In diesem Umfeld einige weitere Fragen.
Wie ist es möglich, als Bewohner von Schwabing West über den Bereich Olympiapark, der ja zu einem anderen BA gehört, informiert zu werden oder Sprech/ Einflussmöglichkeiten über den BA zu erlangen? Es soll ja Mitbürger in Schwabing West geben, die den Olympiapark als Erholungsraum nutzen.
Ich meine dabei Veranstaltungen wie z.B. das 24-Stunden MTB Rennen. Hier werden schon Tage vorher ganze Bereiche des Parks abgesperrt, während des Rennens ist der obere Bereich gar nicht zu erreichen. Zusätzlich fahren schon Tage vorher ganze Gruppen von Teilnehmern die Strecke ab und gehen davon aus, dass es sich hierbei um erlaubte Trainingsmaßnahmen handelt. Immer wieder kommt es hierbei zu gefährlichen Begegnungen der in hohem Tempo fahrenden Radfahrer mit Fußgängern, zeitweilig werden Personen, die sich darüber beklagen, übelst beschimpft oder sogar bedroht.
Welche Möglichkeiten gibt es hier für den BA, die gesetzlichen Vorgaben aus der Grünanlagensatzung, der Stadtgartenverordnung, den Erlassen der unteren Umweltschutzbehörde usw. durchsetzen zu lassen. Eine verantwortliche Stelle ist in München nicht auszumachen, bei Telefonaten mit der Olympiaparkgesellschaft, der Polizei, dem Baureferat oder der Stadtgartendirektion wird man immer weiter verwiesen, bis der Kreis sich schließt. Ist dieser Ablauf so gewollt? Müssen sich die betroffenen Bürger erst an die Zeitungen wenden, um gehört zu werden?

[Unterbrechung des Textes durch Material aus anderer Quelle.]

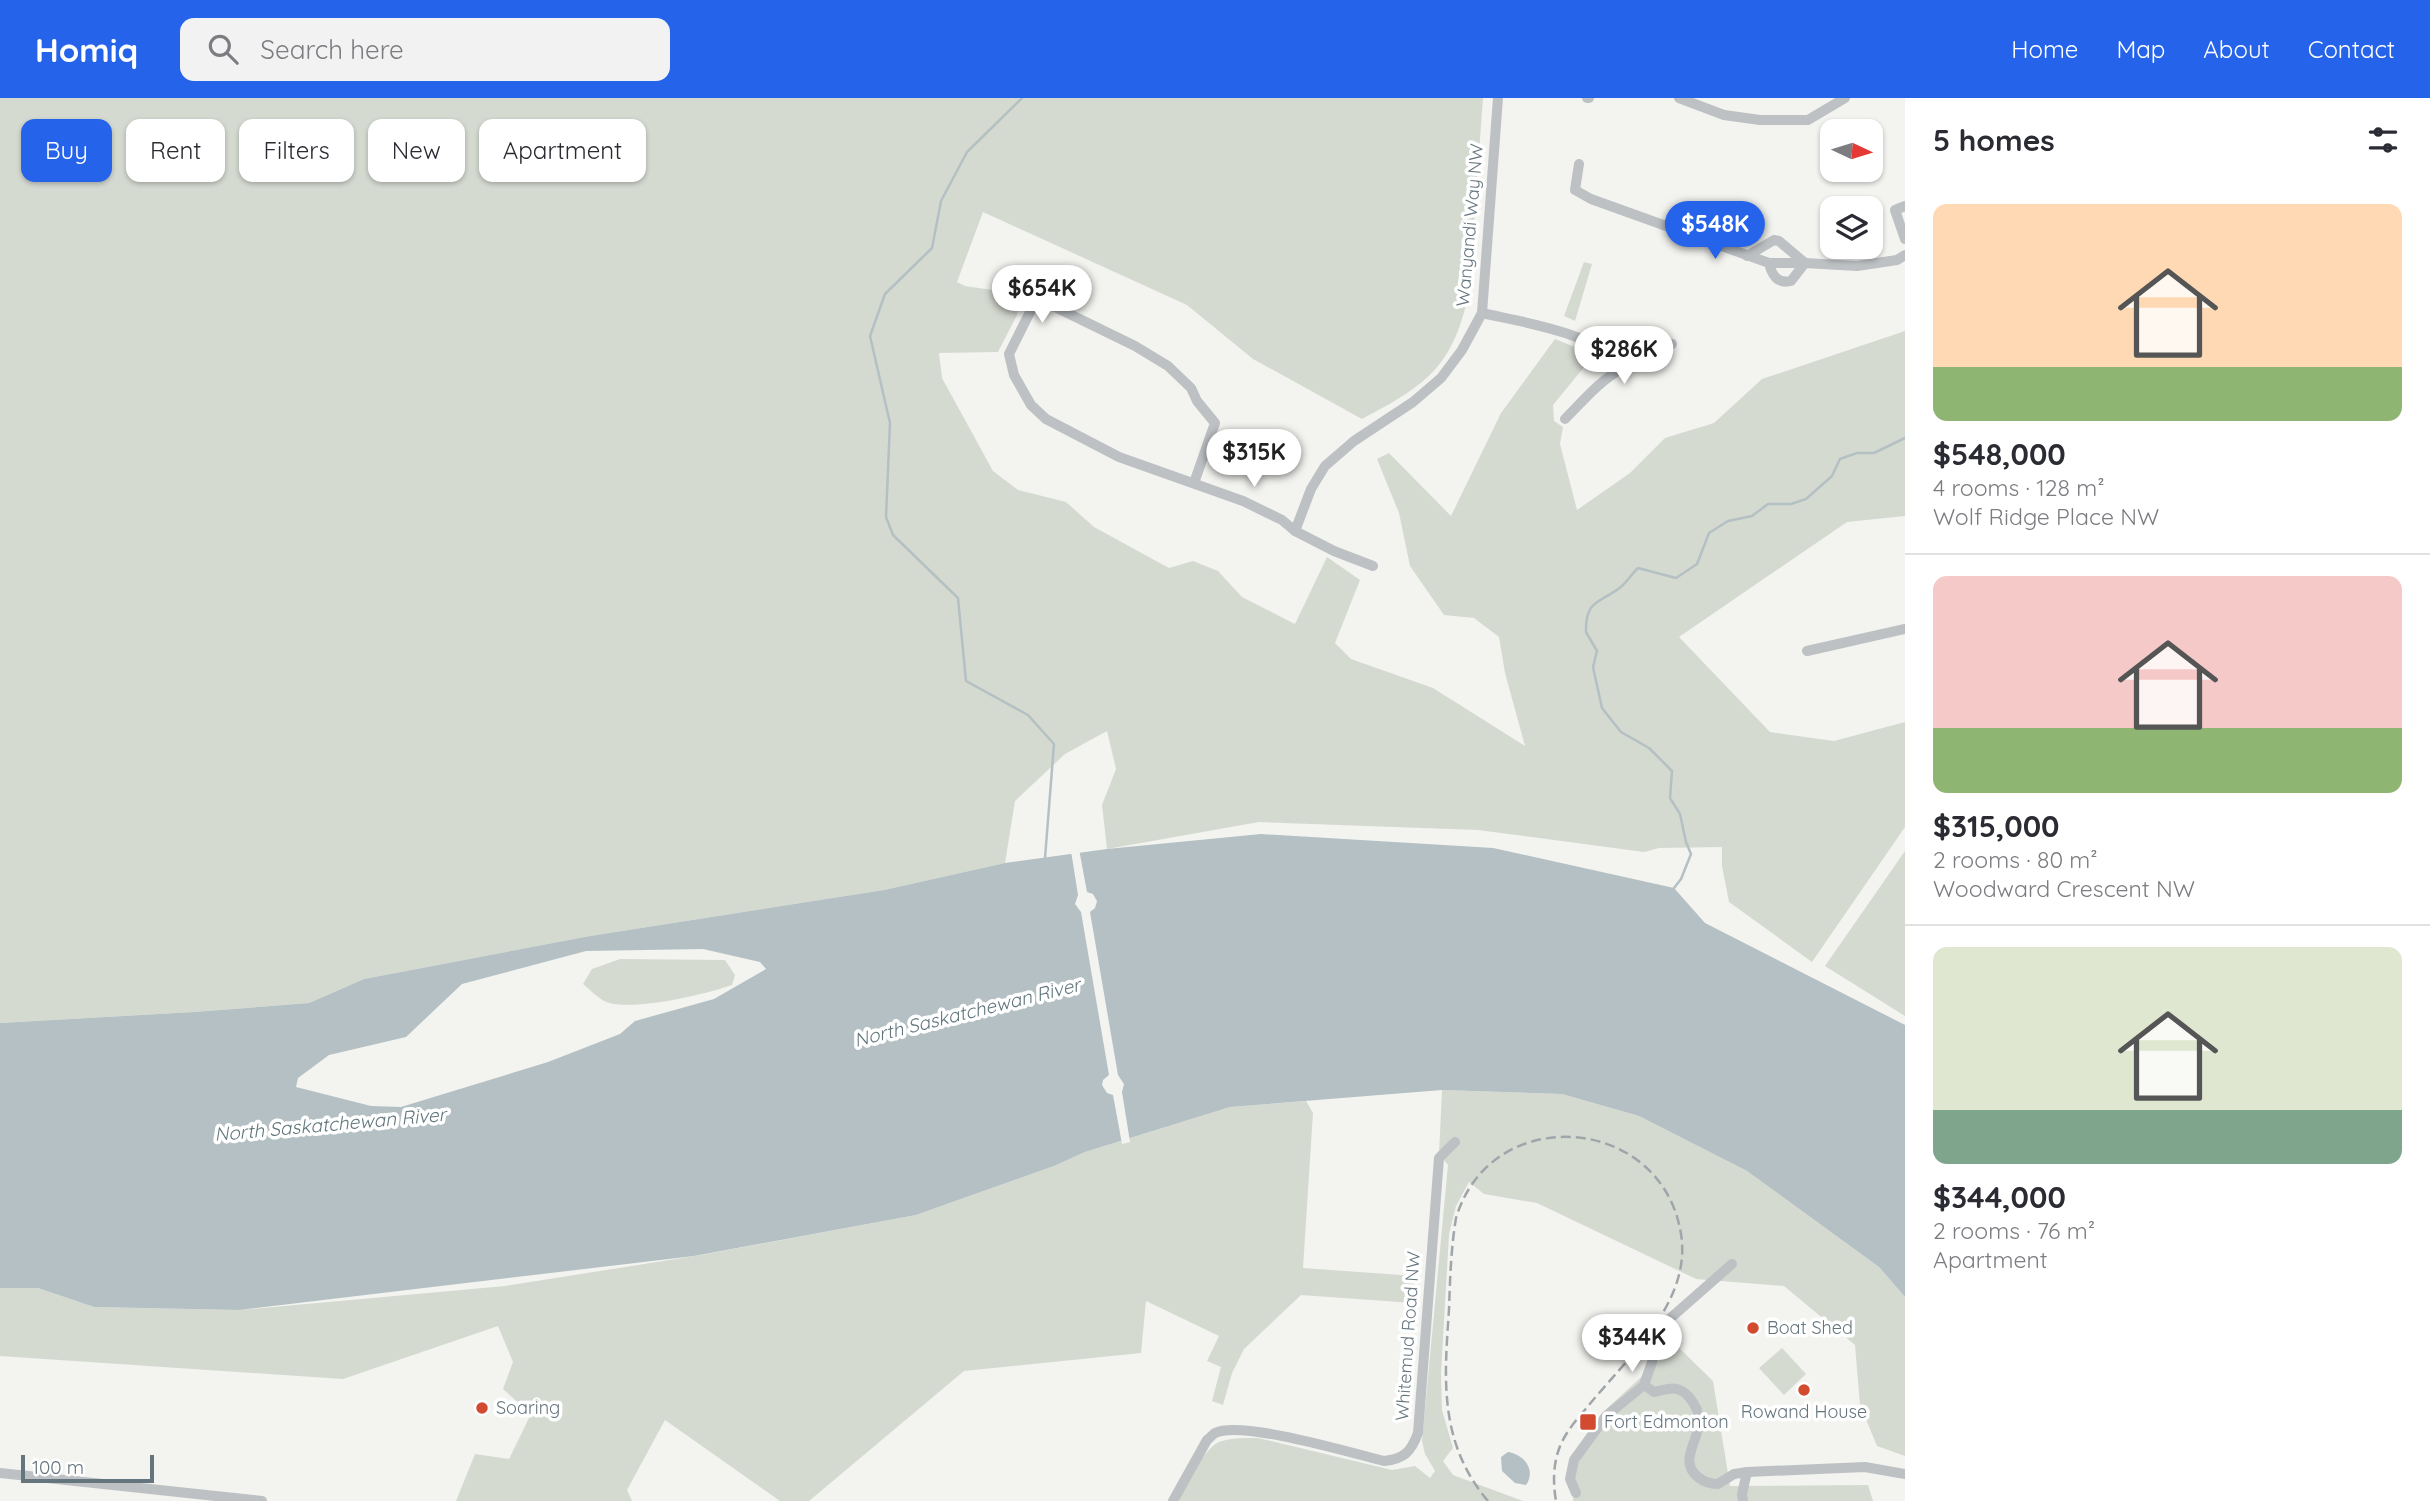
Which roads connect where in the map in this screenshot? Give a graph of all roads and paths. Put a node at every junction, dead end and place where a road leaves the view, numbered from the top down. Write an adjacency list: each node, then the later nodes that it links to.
1 (1498, 98): 13 (street, Wanyandi Way NW)
2 (1679, 98): 5 (street)
3 (1825, 98): 5 (street)
4 (1845, 98): 5 (street)
5 (1831, 108)
6 (1578, 164): 10 (street)
7 (1905, 206): 8 (street)
8 (1905, 239)
9 (1905, 255): 12 (street)
10 (1747, 256): 11 (street); 12 (street)
11 (1769, 263): 12 (street); 12 (street)
12 (1805, 263)
13 (1482, 313): 15 (street); 18 (street, Wanyandi Way NW)
14 (1672, 344): 15 (street)
15 (1624, 367): 16 (street)
16 (1565, 419)
17 (1194, 483): 17 (street); 18 (street)
18 (1295, 531): 19 (street)
19 (1373, 566)
20 (1905, 629): 21 (street)
21 (1807, 651)
22 (1455, 1142): 30 (street, Whitemud Road NW)
23 (1732, 1264): 24 (street)
24 (1644, 1385): 25 (street); 28 (street)
25 (1747, 1472): 27 (street); 31 (street)
26 (0, 1473): 29 (street)
27 (1905, 1474)
28 (1576, 1493)
29 (262, 1501)
30 (1173, 1501)
31 (1742, 1501)

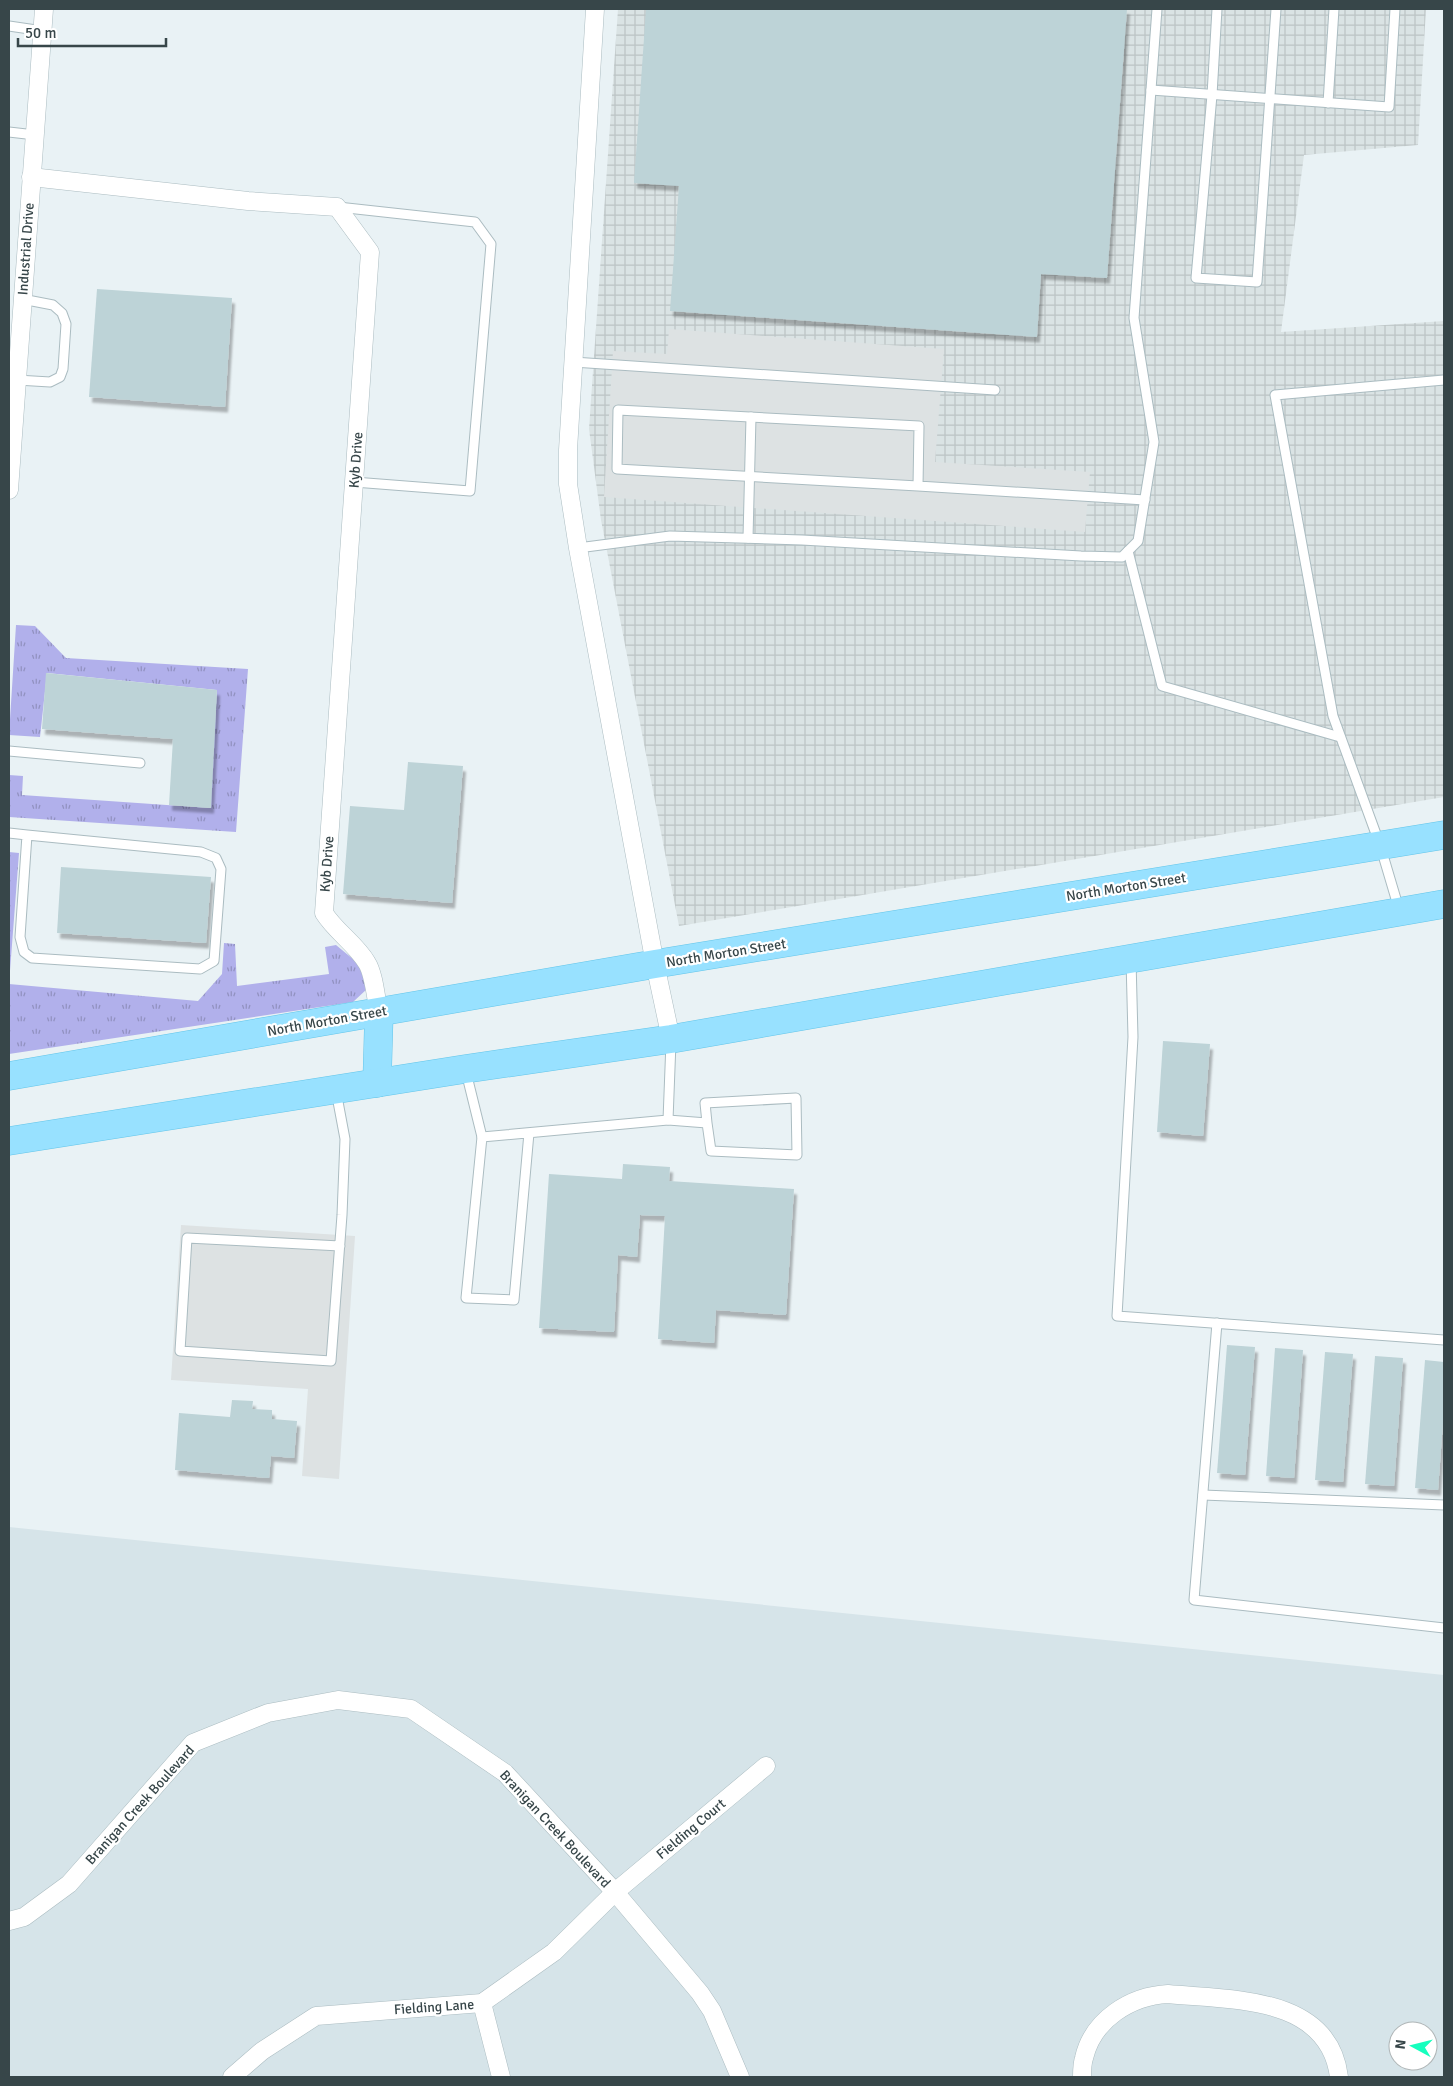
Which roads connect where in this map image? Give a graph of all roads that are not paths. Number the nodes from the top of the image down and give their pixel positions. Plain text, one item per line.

Gibt es eigentlich Mitglieder des BA, die bei solchen Veranstaltungen vorher den Bereich besichtigen? So könnten ggf. tagelange Behinderungen durch Zäune, wie sie jetzt wieder bei dem geplanten Sommernachtstraum zu erwarten sind, verhindert werden.
Gibt es Personen, die nach Veranstaltungen den Park besichtigen, um Schäden oder Verunreinigungen festzustellen? Oder wie ist es möglich, das in den Bereichen des oberen Spielplatzes, in den Gebüschen oberhalb der Olympiaalm und um den Berg herum sich seit Wochen die menschlichen Exkremente und Abfälle häufen, was zu starken Geruchsbelästigungen führt und ggf. auch zu Krankheiten führen kann. Als Hundebesitzer bin ich mit Strafandrohung verpflichtet, Hinterlassenschaften meines Tieres zu beseitigen, Menschen müssen dies anscheinend nicht. Es gab sogar schon einmal die Situation, dass mich ein Vater beschimpfte, weil mein Hund in einem Gebüsch weit weg von irgendwelchen Spielplätzen urinierte, nur um anschließend seinen Sohn in dieses Gebüsch koten zu lassen.
Über eine zeitnahe Beantwortung meiner Fragen würde ich mich freuen.